== Supplied records

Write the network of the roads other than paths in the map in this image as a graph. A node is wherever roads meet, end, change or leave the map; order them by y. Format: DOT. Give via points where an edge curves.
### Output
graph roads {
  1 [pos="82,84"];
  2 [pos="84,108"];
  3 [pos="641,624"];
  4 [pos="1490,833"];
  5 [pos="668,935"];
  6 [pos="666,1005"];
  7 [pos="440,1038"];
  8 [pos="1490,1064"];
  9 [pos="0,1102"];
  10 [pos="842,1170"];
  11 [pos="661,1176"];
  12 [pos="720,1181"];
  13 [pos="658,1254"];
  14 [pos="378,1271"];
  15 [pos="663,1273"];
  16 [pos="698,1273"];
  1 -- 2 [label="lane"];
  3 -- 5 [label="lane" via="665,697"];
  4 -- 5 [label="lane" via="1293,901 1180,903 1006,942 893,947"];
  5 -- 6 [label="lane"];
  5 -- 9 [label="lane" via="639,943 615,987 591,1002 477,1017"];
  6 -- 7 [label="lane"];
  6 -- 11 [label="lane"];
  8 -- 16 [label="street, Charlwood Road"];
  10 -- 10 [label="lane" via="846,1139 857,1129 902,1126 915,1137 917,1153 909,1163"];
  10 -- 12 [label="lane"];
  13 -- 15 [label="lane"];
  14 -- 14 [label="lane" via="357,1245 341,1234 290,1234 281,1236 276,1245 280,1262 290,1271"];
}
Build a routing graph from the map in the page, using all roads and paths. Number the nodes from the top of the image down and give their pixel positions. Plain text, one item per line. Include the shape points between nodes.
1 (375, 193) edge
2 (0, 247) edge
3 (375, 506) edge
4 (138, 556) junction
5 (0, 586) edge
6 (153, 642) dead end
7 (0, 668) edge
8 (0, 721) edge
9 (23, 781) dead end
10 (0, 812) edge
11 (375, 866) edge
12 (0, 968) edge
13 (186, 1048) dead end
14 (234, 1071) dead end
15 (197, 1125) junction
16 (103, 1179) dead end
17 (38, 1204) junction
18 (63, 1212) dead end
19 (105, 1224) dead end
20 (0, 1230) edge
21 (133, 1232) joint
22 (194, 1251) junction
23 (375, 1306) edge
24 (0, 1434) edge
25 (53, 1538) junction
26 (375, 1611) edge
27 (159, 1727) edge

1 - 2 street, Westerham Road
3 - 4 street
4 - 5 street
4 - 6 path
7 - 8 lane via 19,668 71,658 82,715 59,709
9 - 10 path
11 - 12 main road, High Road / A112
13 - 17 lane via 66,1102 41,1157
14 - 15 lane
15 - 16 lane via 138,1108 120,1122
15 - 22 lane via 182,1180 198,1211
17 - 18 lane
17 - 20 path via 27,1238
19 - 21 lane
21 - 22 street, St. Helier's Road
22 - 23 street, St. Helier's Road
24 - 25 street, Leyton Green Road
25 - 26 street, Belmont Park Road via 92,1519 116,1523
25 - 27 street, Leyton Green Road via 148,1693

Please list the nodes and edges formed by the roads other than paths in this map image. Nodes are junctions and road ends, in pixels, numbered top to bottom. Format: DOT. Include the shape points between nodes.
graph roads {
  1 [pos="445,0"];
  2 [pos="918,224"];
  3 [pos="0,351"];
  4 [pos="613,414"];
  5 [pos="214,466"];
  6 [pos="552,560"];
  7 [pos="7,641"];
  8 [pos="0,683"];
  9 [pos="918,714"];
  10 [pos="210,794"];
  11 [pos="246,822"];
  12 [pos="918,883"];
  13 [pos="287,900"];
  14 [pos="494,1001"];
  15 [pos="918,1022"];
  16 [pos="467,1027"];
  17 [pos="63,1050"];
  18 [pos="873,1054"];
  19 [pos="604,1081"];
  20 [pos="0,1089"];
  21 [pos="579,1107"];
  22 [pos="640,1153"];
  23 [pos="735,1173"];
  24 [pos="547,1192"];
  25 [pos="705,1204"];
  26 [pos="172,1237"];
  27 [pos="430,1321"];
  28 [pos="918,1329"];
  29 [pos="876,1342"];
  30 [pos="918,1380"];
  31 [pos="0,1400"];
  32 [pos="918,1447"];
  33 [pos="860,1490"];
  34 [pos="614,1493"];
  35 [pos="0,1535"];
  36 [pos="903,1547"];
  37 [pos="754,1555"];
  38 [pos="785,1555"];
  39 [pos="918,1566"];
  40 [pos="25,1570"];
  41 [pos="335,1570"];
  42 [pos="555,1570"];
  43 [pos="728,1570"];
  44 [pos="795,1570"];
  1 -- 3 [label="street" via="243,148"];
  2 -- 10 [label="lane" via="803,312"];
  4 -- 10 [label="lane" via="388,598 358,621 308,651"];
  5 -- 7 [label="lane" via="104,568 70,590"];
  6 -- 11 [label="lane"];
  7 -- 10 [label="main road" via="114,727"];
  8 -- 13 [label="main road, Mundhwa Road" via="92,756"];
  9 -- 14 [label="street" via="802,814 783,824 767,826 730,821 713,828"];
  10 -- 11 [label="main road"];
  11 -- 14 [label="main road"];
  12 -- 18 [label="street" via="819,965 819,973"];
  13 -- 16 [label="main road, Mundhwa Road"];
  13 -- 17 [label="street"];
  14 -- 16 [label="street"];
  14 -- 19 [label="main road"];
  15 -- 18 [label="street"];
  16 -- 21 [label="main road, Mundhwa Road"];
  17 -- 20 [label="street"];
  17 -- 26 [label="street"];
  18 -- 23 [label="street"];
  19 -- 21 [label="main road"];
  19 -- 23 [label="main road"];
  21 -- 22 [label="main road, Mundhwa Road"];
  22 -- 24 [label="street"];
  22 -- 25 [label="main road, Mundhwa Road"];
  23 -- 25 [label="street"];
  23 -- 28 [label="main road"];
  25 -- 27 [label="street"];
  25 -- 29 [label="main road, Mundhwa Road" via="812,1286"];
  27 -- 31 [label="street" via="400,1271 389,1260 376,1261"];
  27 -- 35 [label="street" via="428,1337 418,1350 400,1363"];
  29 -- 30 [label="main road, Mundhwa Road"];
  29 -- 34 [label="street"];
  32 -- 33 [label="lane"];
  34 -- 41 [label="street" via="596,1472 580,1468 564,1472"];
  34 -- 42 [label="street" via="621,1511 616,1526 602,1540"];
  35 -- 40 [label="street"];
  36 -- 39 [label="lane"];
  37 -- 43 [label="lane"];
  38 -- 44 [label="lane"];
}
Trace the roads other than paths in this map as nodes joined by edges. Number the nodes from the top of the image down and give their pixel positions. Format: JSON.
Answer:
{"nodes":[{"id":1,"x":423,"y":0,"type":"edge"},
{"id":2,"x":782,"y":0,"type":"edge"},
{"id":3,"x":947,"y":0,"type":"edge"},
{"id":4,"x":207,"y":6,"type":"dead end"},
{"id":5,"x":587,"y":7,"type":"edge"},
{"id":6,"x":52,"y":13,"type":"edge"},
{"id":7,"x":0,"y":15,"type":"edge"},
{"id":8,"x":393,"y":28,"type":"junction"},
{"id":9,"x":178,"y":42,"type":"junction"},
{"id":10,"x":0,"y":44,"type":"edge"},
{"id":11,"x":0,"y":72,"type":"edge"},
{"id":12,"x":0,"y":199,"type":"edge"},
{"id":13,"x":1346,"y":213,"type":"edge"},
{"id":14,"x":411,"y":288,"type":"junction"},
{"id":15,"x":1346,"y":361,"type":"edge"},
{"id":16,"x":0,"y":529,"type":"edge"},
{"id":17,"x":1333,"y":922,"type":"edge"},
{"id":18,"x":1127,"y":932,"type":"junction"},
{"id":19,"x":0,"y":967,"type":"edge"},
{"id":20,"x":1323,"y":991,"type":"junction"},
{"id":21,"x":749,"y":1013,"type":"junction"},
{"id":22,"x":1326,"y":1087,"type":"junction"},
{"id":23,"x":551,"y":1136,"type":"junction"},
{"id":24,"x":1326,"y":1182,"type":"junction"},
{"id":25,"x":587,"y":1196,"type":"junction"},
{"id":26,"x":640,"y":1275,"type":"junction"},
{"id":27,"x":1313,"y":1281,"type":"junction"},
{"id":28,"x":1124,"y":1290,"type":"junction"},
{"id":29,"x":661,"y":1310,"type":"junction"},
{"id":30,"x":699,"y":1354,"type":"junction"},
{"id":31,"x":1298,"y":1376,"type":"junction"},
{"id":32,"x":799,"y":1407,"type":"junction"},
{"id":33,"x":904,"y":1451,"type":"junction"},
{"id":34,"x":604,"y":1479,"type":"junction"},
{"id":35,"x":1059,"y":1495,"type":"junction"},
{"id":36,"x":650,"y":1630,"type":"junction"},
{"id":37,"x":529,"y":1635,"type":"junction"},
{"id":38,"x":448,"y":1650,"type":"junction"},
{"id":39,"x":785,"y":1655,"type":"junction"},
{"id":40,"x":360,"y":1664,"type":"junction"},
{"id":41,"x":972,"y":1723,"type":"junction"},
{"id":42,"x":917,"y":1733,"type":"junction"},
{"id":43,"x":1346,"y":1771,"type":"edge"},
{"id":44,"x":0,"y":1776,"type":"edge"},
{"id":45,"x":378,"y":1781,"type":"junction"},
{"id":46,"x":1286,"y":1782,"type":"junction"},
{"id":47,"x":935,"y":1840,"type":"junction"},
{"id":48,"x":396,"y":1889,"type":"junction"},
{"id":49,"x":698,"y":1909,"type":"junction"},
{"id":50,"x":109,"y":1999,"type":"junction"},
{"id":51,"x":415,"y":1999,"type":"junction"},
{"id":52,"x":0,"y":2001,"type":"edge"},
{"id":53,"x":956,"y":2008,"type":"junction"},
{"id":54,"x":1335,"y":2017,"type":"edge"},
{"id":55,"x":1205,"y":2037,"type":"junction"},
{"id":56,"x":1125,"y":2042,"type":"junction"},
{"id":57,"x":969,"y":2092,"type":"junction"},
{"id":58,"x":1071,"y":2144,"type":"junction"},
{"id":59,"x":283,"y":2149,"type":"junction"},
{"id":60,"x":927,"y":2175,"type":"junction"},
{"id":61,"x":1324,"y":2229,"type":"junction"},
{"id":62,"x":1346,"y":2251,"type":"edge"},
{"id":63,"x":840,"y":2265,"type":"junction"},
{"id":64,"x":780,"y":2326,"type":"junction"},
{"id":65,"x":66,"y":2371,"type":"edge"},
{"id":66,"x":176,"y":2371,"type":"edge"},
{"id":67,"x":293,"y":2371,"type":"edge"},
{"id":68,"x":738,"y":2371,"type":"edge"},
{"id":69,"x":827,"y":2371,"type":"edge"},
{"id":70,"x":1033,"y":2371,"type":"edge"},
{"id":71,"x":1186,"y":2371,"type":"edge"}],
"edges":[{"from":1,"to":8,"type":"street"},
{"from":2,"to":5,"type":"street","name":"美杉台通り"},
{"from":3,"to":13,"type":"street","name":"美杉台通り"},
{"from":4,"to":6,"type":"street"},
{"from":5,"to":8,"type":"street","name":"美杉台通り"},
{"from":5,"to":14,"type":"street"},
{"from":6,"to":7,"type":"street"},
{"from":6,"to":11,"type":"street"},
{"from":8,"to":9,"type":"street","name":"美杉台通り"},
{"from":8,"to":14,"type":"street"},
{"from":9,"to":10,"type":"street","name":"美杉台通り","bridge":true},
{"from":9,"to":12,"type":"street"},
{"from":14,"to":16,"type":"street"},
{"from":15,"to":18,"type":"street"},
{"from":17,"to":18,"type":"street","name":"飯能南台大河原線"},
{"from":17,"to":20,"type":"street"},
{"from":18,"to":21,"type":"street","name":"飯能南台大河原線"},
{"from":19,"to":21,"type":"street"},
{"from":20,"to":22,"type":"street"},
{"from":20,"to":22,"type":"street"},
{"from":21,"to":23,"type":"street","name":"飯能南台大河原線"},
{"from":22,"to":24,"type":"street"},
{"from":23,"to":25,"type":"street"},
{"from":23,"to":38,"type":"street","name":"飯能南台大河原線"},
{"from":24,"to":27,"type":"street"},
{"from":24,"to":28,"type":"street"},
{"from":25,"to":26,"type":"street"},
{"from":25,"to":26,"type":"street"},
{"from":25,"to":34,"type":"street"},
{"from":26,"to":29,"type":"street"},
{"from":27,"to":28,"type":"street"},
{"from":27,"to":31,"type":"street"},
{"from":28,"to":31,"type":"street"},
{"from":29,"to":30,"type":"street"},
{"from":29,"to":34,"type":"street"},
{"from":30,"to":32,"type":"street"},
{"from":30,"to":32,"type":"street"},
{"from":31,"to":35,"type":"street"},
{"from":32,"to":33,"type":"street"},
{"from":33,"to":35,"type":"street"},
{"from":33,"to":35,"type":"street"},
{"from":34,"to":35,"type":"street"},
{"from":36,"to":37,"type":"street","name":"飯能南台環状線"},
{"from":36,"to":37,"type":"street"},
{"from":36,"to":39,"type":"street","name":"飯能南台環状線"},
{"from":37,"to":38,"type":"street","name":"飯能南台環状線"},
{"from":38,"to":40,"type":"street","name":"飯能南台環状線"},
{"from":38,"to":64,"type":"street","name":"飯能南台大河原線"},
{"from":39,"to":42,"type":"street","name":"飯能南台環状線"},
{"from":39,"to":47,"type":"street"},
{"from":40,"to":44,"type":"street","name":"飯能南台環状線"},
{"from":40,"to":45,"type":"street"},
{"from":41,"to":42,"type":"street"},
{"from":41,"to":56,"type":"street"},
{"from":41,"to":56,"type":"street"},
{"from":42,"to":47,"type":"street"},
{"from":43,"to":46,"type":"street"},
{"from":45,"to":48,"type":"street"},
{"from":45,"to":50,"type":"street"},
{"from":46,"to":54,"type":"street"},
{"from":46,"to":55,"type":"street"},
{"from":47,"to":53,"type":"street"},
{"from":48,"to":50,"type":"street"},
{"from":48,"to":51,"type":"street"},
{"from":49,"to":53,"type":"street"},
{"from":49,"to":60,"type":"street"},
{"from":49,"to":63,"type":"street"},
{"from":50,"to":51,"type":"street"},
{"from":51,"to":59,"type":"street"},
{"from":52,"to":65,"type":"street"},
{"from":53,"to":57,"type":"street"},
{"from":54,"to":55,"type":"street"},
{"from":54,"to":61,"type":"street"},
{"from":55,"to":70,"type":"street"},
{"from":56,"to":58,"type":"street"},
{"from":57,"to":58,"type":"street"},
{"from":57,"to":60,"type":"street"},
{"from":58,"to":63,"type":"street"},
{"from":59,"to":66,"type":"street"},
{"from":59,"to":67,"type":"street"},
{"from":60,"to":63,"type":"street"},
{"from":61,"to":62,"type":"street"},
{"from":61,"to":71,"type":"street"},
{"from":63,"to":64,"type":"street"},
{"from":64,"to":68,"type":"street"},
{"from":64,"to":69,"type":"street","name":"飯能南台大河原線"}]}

====

- _Work to complete_
Where a line of the entries contains "Leyton", report that line.

- _Finished exercise_
24 - 25 street, Leyton Green Road
25 - 27 street, Leyton Green Road via 148,1693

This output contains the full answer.